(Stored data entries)
____
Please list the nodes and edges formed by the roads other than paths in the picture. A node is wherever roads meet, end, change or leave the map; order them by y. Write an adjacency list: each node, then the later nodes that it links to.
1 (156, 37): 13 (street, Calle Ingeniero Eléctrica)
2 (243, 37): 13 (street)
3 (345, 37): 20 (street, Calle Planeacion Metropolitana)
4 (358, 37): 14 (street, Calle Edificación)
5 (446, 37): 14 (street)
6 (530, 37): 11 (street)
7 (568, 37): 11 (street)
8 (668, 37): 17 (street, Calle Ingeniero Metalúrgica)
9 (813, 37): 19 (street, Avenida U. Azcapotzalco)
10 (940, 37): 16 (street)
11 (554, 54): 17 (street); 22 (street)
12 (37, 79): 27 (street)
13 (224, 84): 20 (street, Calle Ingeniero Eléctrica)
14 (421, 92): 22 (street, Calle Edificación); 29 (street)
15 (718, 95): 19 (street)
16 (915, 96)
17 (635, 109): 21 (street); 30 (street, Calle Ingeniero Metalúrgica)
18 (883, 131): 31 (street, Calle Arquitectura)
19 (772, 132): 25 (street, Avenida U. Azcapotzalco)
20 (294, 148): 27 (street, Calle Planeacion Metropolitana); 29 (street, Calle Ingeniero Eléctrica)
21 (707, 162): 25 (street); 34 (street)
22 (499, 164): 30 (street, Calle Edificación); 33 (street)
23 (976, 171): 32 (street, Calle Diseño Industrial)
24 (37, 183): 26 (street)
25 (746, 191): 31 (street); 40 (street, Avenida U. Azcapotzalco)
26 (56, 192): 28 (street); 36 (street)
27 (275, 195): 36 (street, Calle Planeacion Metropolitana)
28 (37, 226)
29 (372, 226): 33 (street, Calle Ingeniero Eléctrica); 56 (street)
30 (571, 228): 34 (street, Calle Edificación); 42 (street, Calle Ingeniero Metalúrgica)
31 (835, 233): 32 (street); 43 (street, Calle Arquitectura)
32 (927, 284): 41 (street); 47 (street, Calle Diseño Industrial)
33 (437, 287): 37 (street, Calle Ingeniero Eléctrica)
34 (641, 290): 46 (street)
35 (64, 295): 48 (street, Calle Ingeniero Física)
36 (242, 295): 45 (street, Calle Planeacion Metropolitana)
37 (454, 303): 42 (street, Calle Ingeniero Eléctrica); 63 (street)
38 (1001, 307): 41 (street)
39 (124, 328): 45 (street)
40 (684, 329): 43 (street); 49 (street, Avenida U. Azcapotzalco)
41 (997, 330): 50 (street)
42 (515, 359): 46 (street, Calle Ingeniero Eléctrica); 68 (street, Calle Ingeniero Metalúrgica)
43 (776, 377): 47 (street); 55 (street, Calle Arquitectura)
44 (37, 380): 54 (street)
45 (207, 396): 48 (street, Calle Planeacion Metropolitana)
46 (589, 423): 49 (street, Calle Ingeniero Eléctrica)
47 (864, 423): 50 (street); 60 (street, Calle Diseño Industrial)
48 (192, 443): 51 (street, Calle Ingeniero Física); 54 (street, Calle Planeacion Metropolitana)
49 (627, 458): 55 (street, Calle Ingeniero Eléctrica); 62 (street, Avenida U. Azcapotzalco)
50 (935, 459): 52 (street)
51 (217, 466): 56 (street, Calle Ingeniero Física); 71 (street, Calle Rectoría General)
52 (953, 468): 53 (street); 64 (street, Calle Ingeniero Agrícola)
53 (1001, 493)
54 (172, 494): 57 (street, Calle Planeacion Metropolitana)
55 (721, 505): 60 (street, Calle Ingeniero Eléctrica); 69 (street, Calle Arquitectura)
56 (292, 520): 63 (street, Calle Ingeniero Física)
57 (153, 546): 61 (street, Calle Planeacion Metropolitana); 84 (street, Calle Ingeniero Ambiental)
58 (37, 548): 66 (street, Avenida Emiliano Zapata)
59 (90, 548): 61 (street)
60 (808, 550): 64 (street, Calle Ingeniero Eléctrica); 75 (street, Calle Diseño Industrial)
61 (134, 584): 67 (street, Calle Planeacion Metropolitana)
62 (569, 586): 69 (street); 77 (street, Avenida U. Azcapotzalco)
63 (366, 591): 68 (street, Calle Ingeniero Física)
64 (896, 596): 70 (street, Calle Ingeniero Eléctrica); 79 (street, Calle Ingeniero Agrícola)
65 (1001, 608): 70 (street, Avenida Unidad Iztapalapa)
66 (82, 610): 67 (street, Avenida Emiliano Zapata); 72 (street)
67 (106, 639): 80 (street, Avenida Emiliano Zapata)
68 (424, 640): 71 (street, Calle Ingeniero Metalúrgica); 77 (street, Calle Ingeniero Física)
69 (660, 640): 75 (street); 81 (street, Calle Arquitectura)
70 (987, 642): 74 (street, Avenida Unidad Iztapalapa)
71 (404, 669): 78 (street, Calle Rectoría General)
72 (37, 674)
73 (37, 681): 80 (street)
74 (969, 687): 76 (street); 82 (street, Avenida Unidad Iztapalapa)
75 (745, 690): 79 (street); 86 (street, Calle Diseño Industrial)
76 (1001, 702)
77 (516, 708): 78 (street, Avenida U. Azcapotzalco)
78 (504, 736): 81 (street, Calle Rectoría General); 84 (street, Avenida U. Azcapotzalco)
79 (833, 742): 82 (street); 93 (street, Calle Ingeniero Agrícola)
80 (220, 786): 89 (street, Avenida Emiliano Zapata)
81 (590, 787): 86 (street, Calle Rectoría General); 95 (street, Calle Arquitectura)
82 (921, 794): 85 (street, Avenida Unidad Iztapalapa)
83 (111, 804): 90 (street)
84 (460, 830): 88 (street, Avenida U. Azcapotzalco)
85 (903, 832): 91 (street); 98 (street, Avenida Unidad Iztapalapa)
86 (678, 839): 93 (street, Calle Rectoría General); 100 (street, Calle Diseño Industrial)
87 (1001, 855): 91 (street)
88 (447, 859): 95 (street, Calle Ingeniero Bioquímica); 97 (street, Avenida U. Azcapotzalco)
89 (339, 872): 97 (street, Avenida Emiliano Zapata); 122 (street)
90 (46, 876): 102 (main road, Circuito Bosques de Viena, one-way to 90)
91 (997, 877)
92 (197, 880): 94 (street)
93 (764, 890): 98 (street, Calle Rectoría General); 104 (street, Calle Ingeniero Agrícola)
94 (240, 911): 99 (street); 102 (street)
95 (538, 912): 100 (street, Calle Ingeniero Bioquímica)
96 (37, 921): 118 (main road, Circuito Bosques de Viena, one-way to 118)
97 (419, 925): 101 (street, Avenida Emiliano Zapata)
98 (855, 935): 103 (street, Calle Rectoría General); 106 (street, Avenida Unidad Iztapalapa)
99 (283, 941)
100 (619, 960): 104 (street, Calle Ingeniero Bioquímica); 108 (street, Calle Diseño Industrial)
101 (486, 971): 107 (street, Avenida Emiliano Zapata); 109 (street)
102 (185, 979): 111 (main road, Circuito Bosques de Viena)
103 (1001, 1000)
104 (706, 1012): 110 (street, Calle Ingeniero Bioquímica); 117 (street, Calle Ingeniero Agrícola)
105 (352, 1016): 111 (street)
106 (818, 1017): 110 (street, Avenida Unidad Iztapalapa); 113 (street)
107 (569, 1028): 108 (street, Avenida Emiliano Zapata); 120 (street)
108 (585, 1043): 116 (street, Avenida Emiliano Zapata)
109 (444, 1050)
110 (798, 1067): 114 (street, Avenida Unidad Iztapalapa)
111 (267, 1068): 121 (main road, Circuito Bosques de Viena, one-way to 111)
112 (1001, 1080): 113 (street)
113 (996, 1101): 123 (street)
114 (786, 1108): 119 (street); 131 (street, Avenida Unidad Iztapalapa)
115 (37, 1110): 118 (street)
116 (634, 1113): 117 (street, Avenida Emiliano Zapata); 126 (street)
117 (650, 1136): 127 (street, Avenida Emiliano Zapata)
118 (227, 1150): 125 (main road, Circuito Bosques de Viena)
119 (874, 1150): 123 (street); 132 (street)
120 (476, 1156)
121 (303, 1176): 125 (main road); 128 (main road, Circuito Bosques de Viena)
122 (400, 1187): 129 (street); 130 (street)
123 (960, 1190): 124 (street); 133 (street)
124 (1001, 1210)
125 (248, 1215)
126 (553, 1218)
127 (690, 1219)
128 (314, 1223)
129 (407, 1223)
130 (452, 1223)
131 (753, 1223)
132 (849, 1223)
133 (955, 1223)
____
## [ABOUT THIS TASK]
Copy all lines from the data that hold the word "Planeacion".

## [EXPECTED OUTPUT]
3 (345, 37): 20 (street, Calle Planeacion Metropolitana)
20 (294, 148): 27 (street, Calle Planeacion Metropolitana); 29 (street, Calle Ingeniero Eléctrica)
27 (275, 195): 36 (street, Calle Planeacion Metropolitana)
36 (242, 295): 45 (street, Calle Planeacion Metropolitana)
45 (207, 396): 48 (street, Calle Planeacion Metropolitana)
48 (192, 443): 51 (street, Calle Ingeniero Física); 54 (street, Calle Planeacion Metropolitana)
54 (172, 494): 57 (street, Calle Planeacion Metropolitana)
57 (153, 546): 61 (street, Calle Planeacion Metropolitana); 84 (street, Calle Ingeniero Ambiental)
61 (134, 584): 67 (street, Calle Planeacion Metropolitana)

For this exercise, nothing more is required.